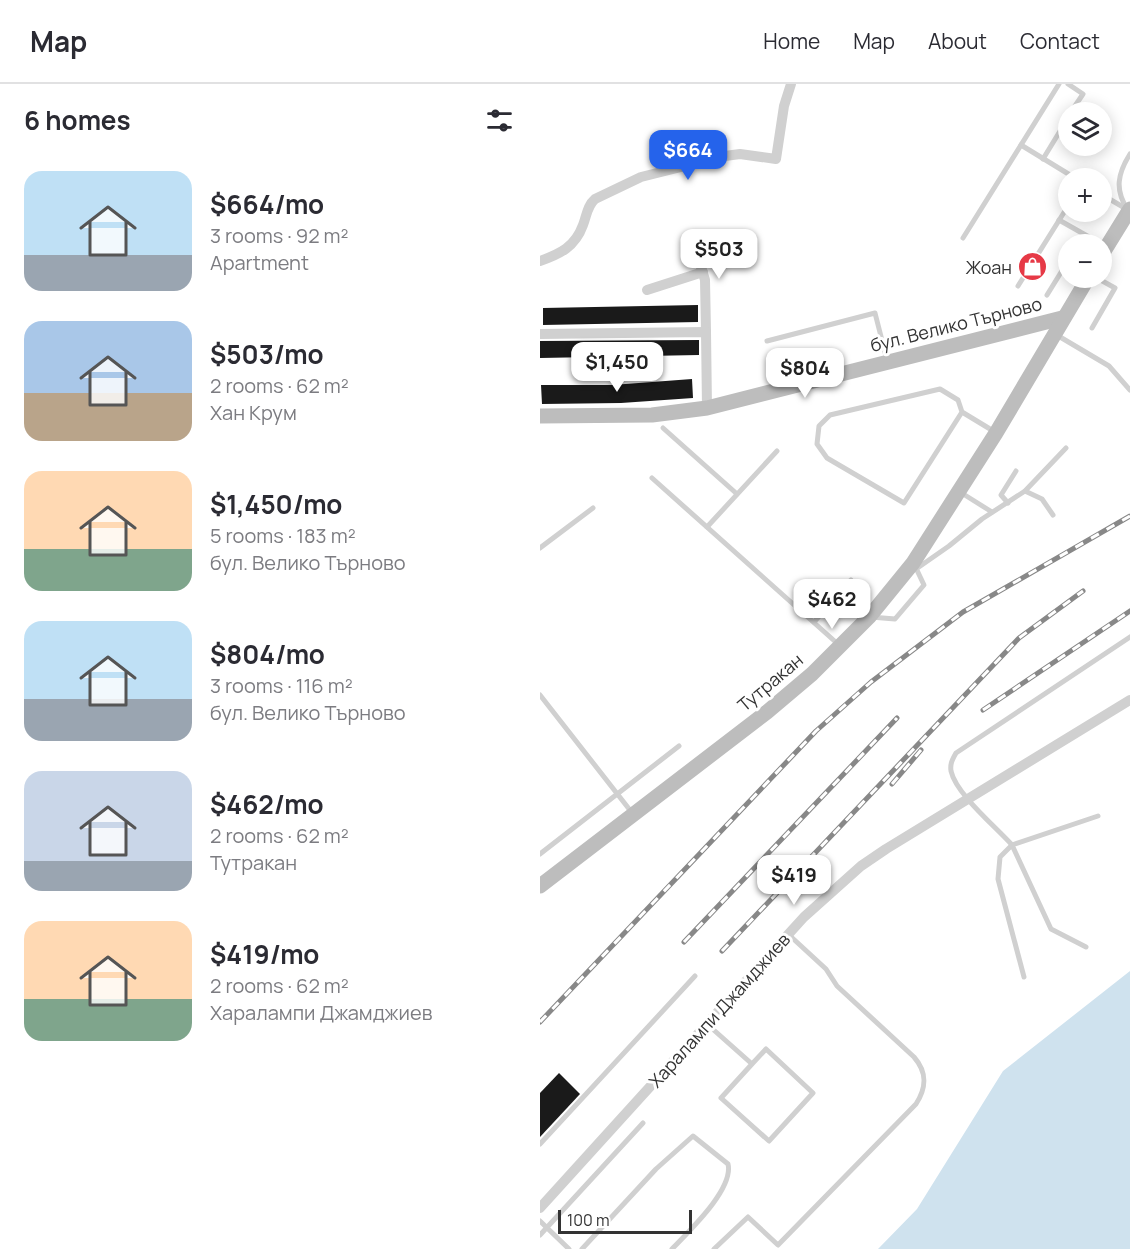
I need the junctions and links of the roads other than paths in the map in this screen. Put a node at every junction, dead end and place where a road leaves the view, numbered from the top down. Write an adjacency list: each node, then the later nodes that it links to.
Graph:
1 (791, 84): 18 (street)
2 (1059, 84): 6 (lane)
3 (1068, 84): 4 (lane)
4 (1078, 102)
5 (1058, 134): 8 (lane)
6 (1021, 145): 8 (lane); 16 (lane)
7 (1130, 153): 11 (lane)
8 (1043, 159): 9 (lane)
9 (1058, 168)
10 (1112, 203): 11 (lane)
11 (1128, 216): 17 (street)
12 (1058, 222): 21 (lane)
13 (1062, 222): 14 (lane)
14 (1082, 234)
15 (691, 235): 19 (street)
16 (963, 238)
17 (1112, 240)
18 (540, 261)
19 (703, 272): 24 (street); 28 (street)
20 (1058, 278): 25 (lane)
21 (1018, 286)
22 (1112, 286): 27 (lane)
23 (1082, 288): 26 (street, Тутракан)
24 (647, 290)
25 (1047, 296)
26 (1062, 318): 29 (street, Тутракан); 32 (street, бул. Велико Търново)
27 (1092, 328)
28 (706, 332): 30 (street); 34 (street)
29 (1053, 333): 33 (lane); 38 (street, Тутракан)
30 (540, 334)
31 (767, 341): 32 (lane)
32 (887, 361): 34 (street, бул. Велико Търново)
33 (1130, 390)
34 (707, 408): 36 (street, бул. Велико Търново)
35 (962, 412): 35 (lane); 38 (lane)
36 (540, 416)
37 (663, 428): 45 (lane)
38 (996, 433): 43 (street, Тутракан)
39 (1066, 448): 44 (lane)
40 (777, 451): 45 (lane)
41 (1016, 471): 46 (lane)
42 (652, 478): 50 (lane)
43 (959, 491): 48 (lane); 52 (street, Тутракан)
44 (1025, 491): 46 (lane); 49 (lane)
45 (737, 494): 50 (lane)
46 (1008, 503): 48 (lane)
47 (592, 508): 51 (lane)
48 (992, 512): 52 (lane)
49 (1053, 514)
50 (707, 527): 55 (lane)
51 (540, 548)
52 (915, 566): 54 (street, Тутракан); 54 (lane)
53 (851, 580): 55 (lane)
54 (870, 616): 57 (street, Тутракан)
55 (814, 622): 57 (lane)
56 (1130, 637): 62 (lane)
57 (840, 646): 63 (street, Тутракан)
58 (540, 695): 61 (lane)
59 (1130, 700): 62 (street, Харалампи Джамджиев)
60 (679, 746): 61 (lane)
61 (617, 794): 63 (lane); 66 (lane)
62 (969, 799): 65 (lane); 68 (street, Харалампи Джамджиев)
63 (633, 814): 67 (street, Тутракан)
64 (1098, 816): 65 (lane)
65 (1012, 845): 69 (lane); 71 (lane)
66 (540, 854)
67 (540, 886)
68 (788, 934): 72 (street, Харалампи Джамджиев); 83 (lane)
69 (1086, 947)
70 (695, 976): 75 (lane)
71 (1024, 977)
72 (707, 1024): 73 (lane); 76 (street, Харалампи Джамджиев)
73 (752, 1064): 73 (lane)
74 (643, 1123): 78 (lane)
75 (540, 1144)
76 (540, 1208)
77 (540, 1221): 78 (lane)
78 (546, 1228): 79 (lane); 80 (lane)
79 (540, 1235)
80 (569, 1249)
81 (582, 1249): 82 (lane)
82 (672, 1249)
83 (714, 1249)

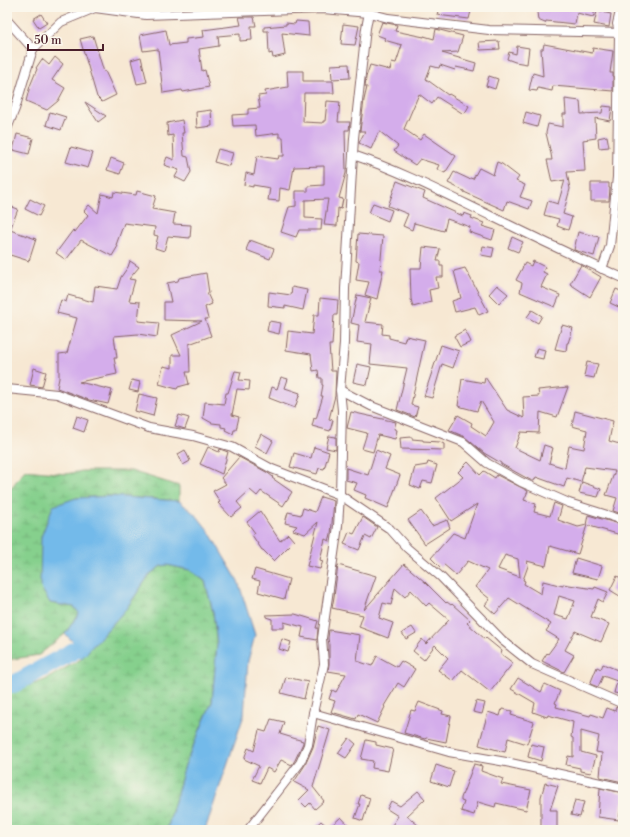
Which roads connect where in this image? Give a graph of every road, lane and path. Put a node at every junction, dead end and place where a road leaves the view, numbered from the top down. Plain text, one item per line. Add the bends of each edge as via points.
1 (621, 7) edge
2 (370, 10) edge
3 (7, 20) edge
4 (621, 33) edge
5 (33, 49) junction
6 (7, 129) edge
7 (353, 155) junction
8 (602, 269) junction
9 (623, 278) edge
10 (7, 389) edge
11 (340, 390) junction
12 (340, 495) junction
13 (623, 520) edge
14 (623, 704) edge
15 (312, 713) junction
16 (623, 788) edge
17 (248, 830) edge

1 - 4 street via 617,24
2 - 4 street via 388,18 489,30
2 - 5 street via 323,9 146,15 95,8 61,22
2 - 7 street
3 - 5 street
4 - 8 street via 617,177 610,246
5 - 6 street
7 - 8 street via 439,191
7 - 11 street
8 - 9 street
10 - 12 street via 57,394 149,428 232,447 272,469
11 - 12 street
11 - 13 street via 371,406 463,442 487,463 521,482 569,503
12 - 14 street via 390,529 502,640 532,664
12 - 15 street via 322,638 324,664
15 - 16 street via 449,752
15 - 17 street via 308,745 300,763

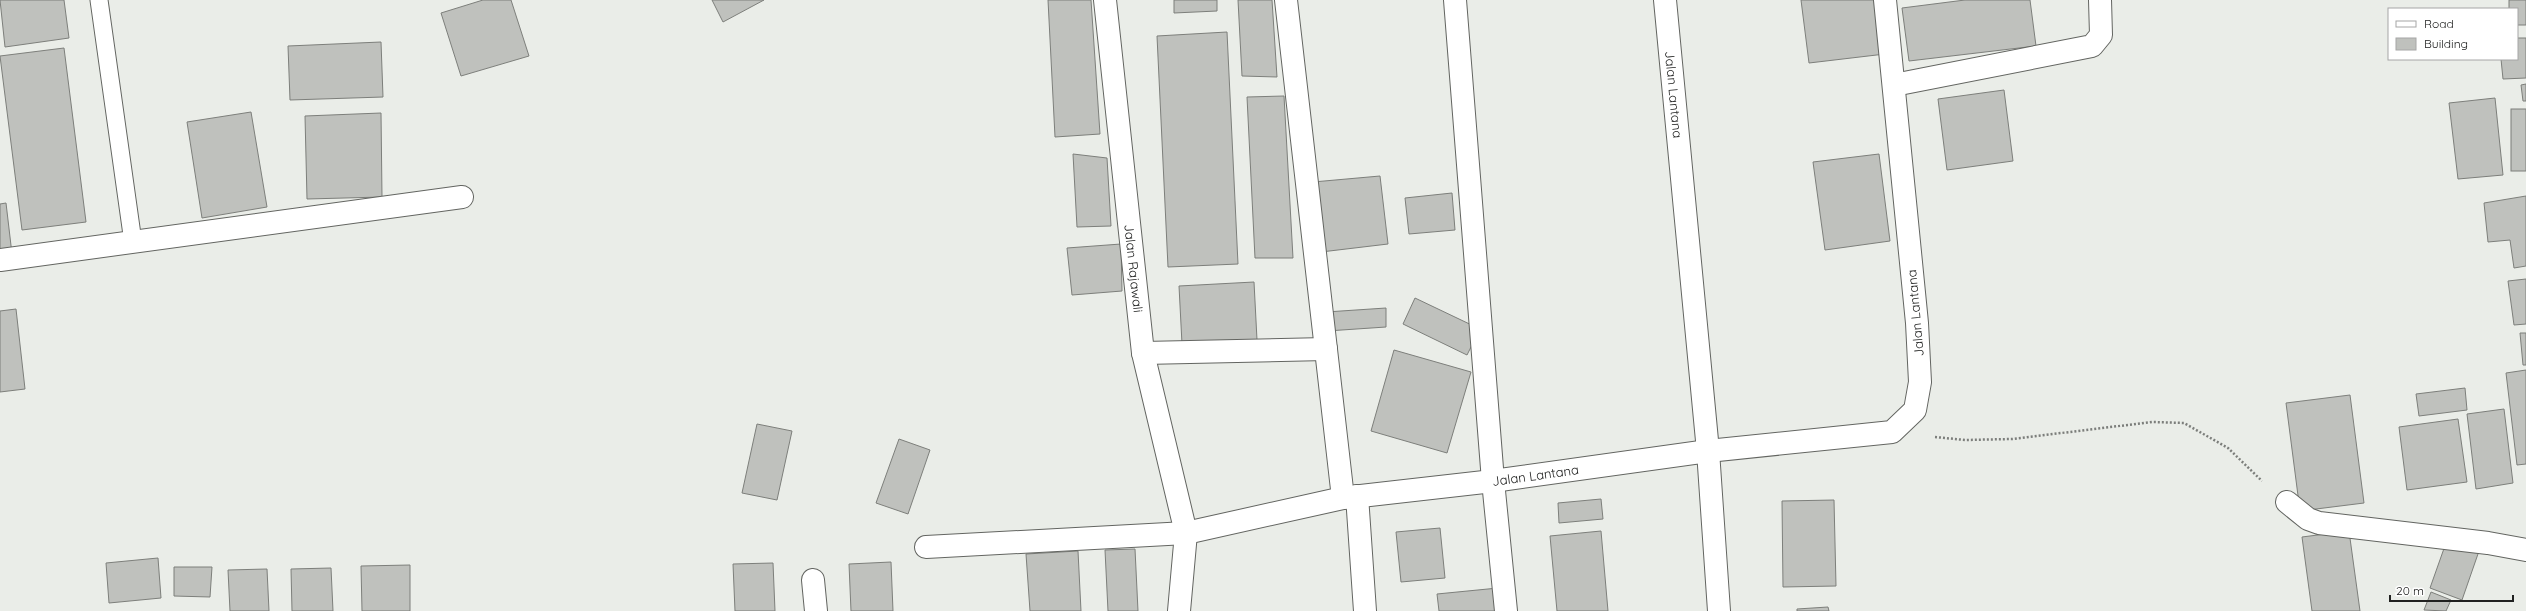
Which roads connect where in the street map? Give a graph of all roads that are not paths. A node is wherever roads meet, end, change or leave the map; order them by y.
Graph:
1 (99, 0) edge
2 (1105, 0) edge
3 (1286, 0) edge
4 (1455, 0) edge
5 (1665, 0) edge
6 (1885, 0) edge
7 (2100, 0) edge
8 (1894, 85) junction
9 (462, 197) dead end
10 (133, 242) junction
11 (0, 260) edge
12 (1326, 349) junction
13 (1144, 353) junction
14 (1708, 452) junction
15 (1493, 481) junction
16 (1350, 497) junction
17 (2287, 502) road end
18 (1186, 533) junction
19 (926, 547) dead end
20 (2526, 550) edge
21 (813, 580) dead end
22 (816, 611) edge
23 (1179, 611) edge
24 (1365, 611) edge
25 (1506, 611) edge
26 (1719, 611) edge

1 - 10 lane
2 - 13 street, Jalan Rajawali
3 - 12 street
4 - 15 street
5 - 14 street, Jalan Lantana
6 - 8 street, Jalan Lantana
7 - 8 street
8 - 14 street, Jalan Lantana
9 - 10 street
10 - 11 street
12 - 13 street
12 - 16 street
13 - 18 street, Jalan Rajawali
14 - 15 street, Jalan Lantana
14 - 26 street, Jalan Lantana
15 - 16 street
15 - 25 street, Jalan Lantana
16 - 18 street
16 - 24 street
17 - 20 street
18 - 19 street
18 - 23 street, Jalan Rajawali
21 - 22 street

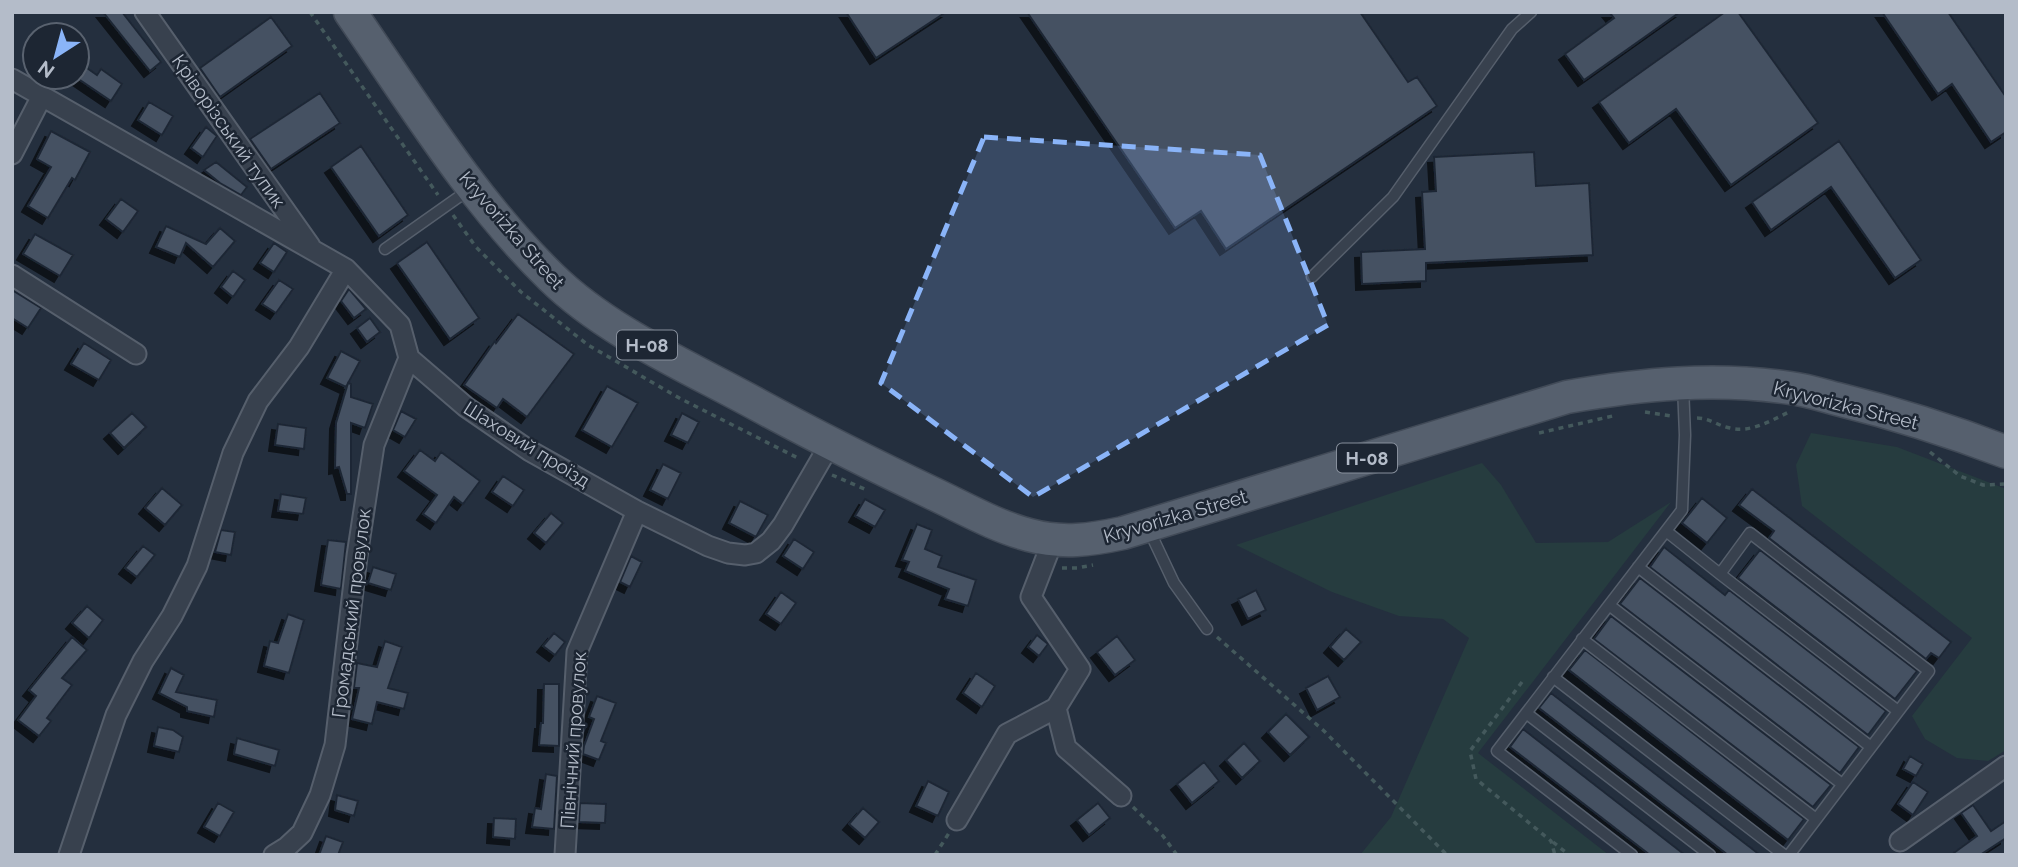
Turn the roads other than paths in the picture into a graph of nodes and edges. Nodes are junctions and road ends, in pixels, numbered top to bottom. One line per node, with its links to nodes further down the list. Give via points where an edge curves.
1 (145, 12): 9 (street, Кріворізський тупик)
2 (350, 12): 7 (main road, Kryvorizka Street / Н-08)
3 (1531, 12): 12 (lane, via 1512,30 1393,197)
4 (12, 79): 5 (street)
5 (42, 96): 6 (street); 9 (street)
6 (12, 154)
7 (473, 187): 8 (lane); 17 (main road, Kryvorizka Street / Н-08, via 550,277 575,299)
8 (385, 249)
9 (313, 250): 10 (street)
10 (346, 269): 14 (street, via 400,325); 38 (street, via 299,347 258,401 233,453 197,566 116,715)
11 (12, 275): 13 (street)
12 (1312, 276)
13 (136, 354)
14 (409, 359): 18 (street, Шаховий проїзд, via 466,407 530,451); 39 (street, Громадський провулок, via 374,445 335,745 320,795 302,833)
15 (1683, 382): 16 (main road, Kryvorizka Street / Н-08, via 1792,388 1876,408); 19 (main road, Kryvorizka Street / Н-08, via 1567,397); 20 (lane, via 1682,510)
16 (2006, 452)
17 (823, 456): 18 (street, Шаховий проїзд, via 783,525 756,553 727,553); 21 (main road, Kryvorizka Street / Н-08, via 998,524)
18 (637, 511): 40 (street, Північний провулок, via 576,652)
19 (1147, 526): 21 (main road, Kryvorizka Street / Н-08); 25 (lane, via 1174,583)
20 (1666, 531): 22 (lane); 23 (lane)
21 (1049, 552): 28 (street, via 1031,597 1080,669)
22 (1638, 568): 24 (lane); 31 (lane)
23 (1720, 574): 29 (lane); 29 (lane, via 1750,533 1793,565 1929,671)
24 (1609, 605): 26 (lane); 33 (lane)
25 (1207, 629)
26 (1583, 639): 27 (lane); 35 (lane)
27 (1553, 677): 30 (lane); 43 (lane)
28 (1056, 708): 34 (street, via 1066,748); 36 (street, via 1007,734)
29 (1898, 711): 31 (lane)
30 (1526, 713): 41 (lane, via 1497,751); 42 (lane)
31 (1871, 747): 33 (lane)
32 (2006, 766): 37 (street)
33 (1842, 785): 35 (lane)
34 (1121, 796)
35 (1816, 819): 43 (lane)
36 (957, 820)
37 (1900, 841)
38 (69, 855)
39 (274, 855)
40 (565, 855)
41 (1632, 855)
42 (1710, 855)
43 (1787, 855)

○ ○ ○ ○ ○

What you need to do
Read through the listing and copy each line in which the word "Харалампи" occurs.

Final answer
59 (1130, 700): 62 (street, Харалампи Джамджиев)
62 (969, 799): 65 (lane); 68 (street, Харалампи Джамджиев)
68 (788, 934): 72 (street, Харалампи Джамджиев); 83 (lane)
72 (707, 1024): 73 (lane); 76 (street, Харалампи Джамджиев)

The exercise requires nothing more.